Dumb and Dumberer: When Harry Met Lloyd

- Some what?
- You know.

She'll be all over you
like a barrelful of monkeys

with that short skirt
and that tight shirt.

Ooh, it's so faggy I can't
even think about it.

- Come on, Lloyd.
- Okay, if you're gonna do this,

bring her something special.
Buy her some chocolate...

the best you can find.
Seems simple enough.
Knock, knock, knock.
Hello, Jessica.
It's nice to see you,

That's not right.
Hi, Jessica.
Do you remember me from before?

I'm Harry
That's stupid!

Hello, Jessica.
Harry... Mrs. Harry Jessica.

Mr. Harry Jessica.
- J-e-s-s-i-s-s-i...
- Harry?

Harry, hi.
Do you want
to come inside?

Okay.

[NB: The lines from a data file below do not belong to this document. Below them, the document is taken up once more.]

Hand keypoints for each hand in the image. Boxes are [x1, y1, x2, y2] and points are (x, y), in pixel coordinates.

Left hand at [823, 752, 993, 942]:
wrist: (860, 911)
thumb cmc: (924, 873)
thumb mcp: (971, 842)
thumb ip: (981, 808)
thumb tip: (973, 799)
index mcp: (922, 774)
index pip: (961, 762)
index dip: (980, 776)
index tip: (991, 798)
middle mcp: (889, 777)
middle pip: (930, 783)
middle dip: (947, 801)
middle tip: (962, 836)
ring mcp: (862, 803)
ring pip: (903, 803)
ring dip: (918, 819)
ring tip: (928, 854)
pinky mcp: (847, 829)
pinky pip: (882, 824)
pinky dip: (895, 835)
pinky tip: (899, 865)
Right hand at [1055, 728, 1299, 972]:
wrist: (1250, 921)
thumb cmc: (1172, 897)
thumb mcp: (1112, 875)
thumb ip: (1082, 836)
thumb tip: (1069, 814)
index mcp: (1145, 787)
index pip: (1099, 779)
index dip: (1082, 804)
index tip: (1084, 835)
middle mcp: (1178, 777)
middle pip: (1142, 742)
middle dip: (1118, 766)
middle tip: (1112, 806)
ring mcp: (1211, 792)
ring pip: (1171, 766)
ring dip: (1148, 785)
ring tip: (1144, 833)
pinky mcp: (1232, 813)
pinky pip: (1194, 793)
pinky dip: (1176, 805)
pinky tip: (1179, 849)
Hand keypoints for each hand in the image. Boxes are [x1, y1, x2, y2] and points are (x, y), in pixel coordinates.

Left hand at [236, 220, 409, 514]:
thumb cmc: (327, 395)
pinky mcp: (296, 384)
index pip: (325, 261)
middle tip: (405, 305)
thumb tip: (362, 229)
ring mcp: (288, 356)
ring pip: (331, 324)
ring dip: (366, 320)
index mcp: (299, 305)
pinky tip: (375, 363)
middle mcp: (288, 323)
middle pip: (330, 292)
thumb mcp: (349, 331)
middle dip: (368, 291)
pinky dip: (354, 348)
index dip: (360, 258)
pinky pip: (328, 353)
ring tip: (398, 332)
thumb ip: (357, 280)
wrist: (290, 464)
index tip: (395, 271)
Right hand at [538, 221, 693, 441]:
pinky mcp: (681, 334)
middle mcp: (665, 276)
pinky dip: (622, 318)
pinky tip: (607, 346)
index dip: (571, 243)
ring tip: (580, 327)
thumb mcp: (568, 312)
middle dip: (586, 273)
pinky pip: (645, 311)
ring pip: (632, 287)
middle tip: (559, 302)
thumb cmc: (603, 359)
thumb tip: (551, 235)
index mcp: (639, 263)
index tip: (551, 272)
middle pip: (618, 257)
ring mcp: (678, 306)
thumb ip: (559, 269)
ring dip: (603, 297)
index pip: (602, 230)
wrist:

Wipe your feet.
My parents are totally anal.

Oh, that's gross.
- Would you like something to drink?
- Yeah, but I'm buying.

Harry, I have a lot of questions
to go over with you,

so let's just
go upstairs.

Good plan.
I'm not really ready for downstairs.

Harry, you're so funny.
I'm not even trying.

- Are you coming?
- Yeah.

I'll race ya!
- Harry, stop horsing around.
- Oh, boy.

Okay, there's a lot
to go over, Harry,

so it may get
hard for you.

Hard for me?
Hard for me?

Hard for me?
Harry, do you want
to sit down?

- No, no, I'm okay.
- Okay.

I think Collins and Heller are
embezzling money from the school,

and I think it's
been going on for years.

I just have to figure out
some way to prove it.

I mean, it doesn't make
any sense to me.

But I guess there's got
to be a good explanation.

Heller wore
a coconut bra...

Wow, she's really
making me feel hot.

What's worse is I think the entire
special needs class is a scam.

But... I need proof.
I don't know how much longer
I can stand it.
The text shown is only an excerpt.